A practical guide to managing LLM API spend as it scales — model selection, prompt optimization, caching, routing, and the observability that keeps costs predictable.

Adam SmithApril 16, 202611 min read
TL;DR
  • LLM costs compound fast. A usage pattern that costs $200/mo at 10 users can hit $30K/mo at 1,000 users without discipline.
  • Three biggest levers: model selection per task, prompt + context optimization, and aggressive caching of anything reusable.
  • Routing simple queries to cheap models (Haiku, Gemini Flash) and complex ones to frontier models can cut spend 70% with no quality loss.
  • Without observability, you cannot optimize. Instrument first, optimize second.

Why this matters now

LLM costs were not a line item most businesses cared about two years ago. Today, companies are spending tens of thousands per month on Anthropic, OpenAI, and Google API fees — and that spend is growing faster than most CFOs realize.

The good news: LLM costs are far more controllable than they seem. Most businesses are spending 3-5x what they need to because they never invested in the discipline. This guide walks through where the waste is and how to cut it.

Where LLM spend actually goes

You're paying for three things: input tokens (the context and prompt you send), output tokens (what the model generates), and in some cases, extra features like extended thinking, vision, or cached context.

For most business workloads, input tokens dominate. Long system prompts, retrieved documents, and conversation histories stack up. Output is usually a small fraction of cost. That means trimming inputs gives the biggest immediate savings.

Lever 1: Model selection per task

Don't route every request to the frontier model. In 2026 pricing, Claude Opus costs roughly 15x Claude Haiku. GPT-4 Turbo costs 20x GPT-4 Mini. Gemini Pro costs 10x Gemini Flash.

Most workflows have a mix of complexity:

  • Classification, routing, simple extractions → small model (Haiku, Flash, Mini). 70-90% of most workloads.
  • Medium-complexity reasoning, drafting, summarization → mid-tier (Claude Sonnet, GPT-4 Turbo, Gemini Pro).
  • Complex reasoning, long-form writing, hard coding → frontier (Claude Opus, GPT-4, Gemini Ultra).
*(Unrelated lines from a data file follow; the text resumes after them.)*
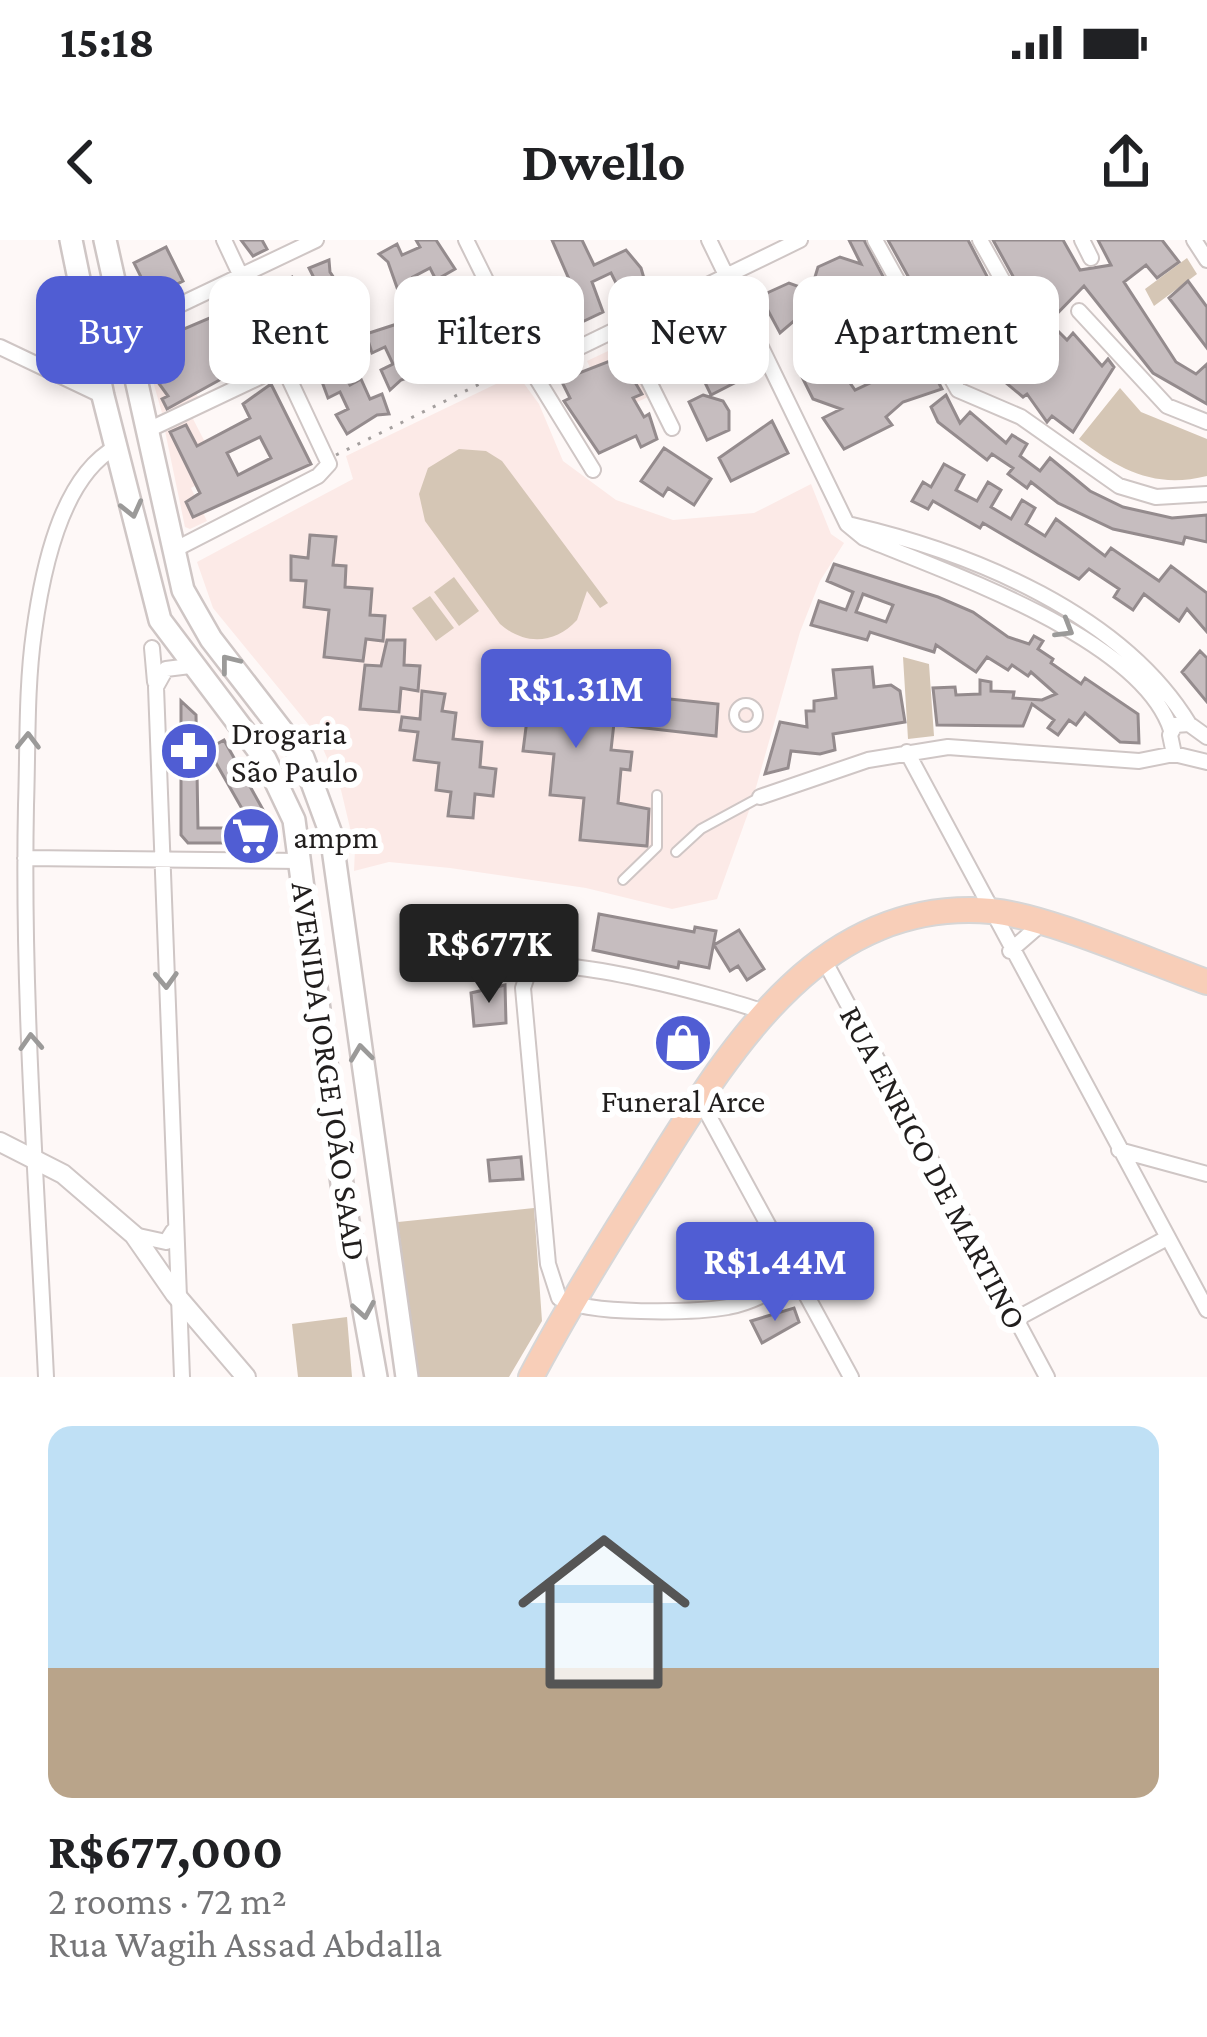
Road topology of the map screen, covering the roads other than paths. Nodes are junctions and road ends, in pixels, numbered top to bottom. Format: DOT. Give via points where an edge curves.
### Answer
graph roads {
  1 [pos="71,240"];
  2 [pos="105,240"];
  3 [pos="224,240"];
  4 [pos="316,240"];
  5 [pos="466,240"];
  6 [pos="709,240"];
  7 [pos="800,240"];
  8 [pos="874,240"];
  9 [pos="980,240"];
  10 [pos="1082,240"];
  11 [pos="1195,241"];
  12 [pos="1091,258"];
  13 [pos="1207,260"];
  14 [pos="79,276"];
  15 [pos="113,276"];
  16 [pos="242,276"];
  17 [pos="244,276"];
  18 [pos="485,276"];
  19 [pos="727,276"];
  20 [pos="1000,276"];
  21 [pos="1079,311"];
  22 [pos="0,347"];
  23 [pos="769,363"];
  24 [pos="101,384"];
  25 [pos="137,384"];
  26 [pos="245,384"];
  27 [pos="292,384"];
  28 [pos="542,384"];
  29 [pos="650,384"];
  30 [pos="103,395"];
  31 [pos="1207,422"];
  32 [pos="672,428"];
  33 [pos="148,430"];
  34 [pos="116,447"];
  35 [pos="593,470"];
  36 [pos="1207,494"];
  37 [pos="172,551"];
  38 [pos="152,648"];
  39 [pos="190,666"];
  40 [pos="156,687"];
  41 [pos="1178,726"];
  42 [pos="1207,737"];
  43 [pos="907,752"];
  44 [pos="1174,754"];
  45 [pos="1207,763"];
  46 [pos="657,795"];
  47 [pos="760,797"];
  48 [pos="676,852"];
  49 [pos="25,857"];
  50 [pos="302,861"];
  51 [pos="163,863"];
  52 [pos="623,880"];
  53 [pos="993,911"];
  54 [pos="1040,925"];
  55 [pos="1010,951"];
  56 [pos="822,957"];
  57 [pos="1207,982"];
  58 [pos="761,1011"];
  59 [pos="699,1098"];
  60 [pos="0,1142"];
  61 [pos="1119,1150"];
  62 [pos="36,1159"];
  63 [pos="1207,1174"];
  64 [pos="173,1232"];
  65 [pos="134,1235"];
  66 [pos="1167,1238"];
  67 [pos="353,1248"];
  68 [pos="386,1248"];
  69 [pos="795,1275"];
  70 [pos="175,1294"];
  71 [pos="569,1304"];
  72 [pos="1207,1310"];
  73 [pos="1016,1319"];
  74 [pos="46,1377"];
  75 [pos="182,1377"];
  76 [pos="246,1377"];
  77 [pos="376,1377"];
  78 [pos="407,1377"];
  79 [pos="531,1377"];
  80 [pos="851,1377"];
  81 [pos="1047,1377"];
  1 -- 14 [label="main road, AVENIDA JORGE JOÃO SAAD"];
  2 -- 15 [label="main road, AVENIDA JORGE JOÃO SAAD"];
  3 -- 16 [label="street"];
  4 -- 17 [label="street"];
  5 -- 18 [label="street"];
  6 -- 19 [label="street"];
  7 -- 19 [label="street"];
  8 -- 36 [label="street" via="958,390 1021,417 1119,486 1156,497"];
  9 -- 20 [label="street"];
  10 -- 12 [label="street"];
  11 -- 13 [label="street"];
  21 -- 31 [label="street" via="1167,406"];
  22 -- 30 [label="street"];
  23 -- 41 [label="street" via="847,524 952,556 1068,611 1135,658"];
  24 -- 30 [label="main road, AVENIDA JORGE JOÃO SAAD"];
  25 -- 33 [label="main road, AVENIDA JORGE JOÃO SAAD"];
  26 -- 33 [label="street"];
  27 -- 37 [label="street" via="329,458 318,476"];
  28 -- 35 [label="street"];
  29 -- 32 [label="street"];
  30 -- 34 [label="main road, AVENIDA JORGE JOÃO SAAD"];
  33 -- 37 [label="main road, AVENIDA JORGE JOÃO SAAD"];
  34 -- 39 [label="main road, AVENIDA JORGE JOÃO SAAD, one-way" via="160,620"];
  49 -- 34 [label="street, one-way" via="29,685 42,594 84,473"];
  68 -- 37 [label="main road, AVENIDA JORGE JOÃO SAAD, one-way" via="331,834 303,758 196,616"];
  38 -- 40 [label="street"];
  39 -- 40 [label="street" via="166,669"];
  39 -- 50 [label="main road, AVENIDA JORGE JOÃO SAAD" via="280,784"];
  40 -- 51 [label="street"];
  41 -- 42 [label="street"];
  41 -- 44 [label="street"];
  43 -- 44 [label="street" via="983,746 1139,761"];
  43 -- 47 [label="street"];
  43 -- 53 [label="street"];
  44 -- 45 [label="street"];
  46 -- 52 [label="lane" via="657,847"];
  47 -- 48 [label="lane"];
  49 -- 51 [label="street"];
  62 -- 49 [label="street, one-way"];
  50 -- 51 [label="street"];
  50 -- 67 [label="main road, AVENIDA JORGE JOÃO SAAD"];
  51 -- 64 [label="street, one-way"];
  53 -- 54 [label="main road"];
  53 -- 55 [label="street"];
  53 -- 56 [label="main road" via="911,917"];
  54 -- 55 [label="street"];
  54 -- 57 [label="main road"];
  55 -- 61 [label="street"];
  56 -- 58 [label="main road"];
  56 -- 73 [label="street, RUA ENRICO DE MARTINO"];
  58 -- 59 [label="main road"];
  58 -- 71 [label="street" via="558,964 529,970 523,988 548,1264 559,1298"];
  59 -- 69 [label="street"];
  59 -- 71 [label="main road"];
  60 -- 62 [label="street"];
  61 -- 63 [label="street"];
  61 -- 66 [label="street"];
  62 -- 65 [label="street" via="91,1193"];
  62 -- 74 [label="street"];
  64 -- 65 [label="street" via="166,1242"];
  64 -- 70 [label="street"];
  65 -- 70 [label="street"];
  66 -- 72 [label="street"];
  66 -- 73 [label="street"];
  67 -- 68 [label="main road" via="372,1235"];
  67 -- 77 [label="main road, AVENIDA JORGE JOÃO SAAD, one-way"];
  68 -- 78 [label="main road, AVENIDA JORGE JOÃO SAAD"];
  69 -- 71 [label="street" via="730,1306"];
  69 -- 80 [label="street"];
  70 -- 75 [label="street"];
  70 -- 76 [label="street"];
  71 -- 79 [label="main road"];
  73 -- 81 [label="street, RUA ENRICO DE MARTINO"];
}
Build a router that picks the right model for each task. The infrastructure investment pays back within weeks on most production systems.

Real numbers

A client running 50K AI operations per month was spending $8,400/mo on Claude Opus for everything. After routing, spend dropped to $1,900/mo with no measurable quality loss — because 80% of their operations were classification and didn't need Opus in the first place.

Lever 2: Prompt and context optimization

Long system prompts are a hidden cost. Every API call sends the entire prompt again — even if it's identical to the last 10,000 calls.

  • Use prompt caching (Anthropic and Gemini support it natively) to avoid re-charging for repeated system prompts. Can cut input costs 60-90% for chat-style workloads.
  • Trim system prompts ruthlessly. A 4,000-token system prompt is almost always doing 1,000 tokens of real work.
  • Use retrieval instead of dumping everything into context. Retrieve the 3 most relevant documents, not all 50.
  • Summarize long conversation histories. At the 50-message mark, compress older turns into a summary.

Lever 3: Caching

Anything that repeats can be cached. Most production systems repeat far more than their engineers realize:

  • System prompts — use provider-native prompt caching
  • Retrieved context — cache RAG results for identical queries
  • Output — cache responses for frequently-asked questions or deterministic transformations
  • Classifications — cache classification results per input (e.g., spam / not spam)
  • Embeddings — never recompute the same embedding twice; cache aggressively

Lever 4: Output discipline

Output costs can balloon when models over-explain. Control them:

  • Set max_tokens appropriately — if you need a 1-sentence answer, don't let the model write 3 paragraphs
  • Ask for structured output (JSON, enum values) where possible — shorter and more reliable
  • Use "be concise" instructions when verbosity isn't the point
  • Avoid chain-of-thought unless you actually need the reasoning exposed — it adds 3-10x output tokens

Observability: you can't optimize what you don't measure

Every LLM call should be logged with model, input tokens, output tokens, cost, latency, and the workflow/user it belongs to. Pipe that to a dashboard.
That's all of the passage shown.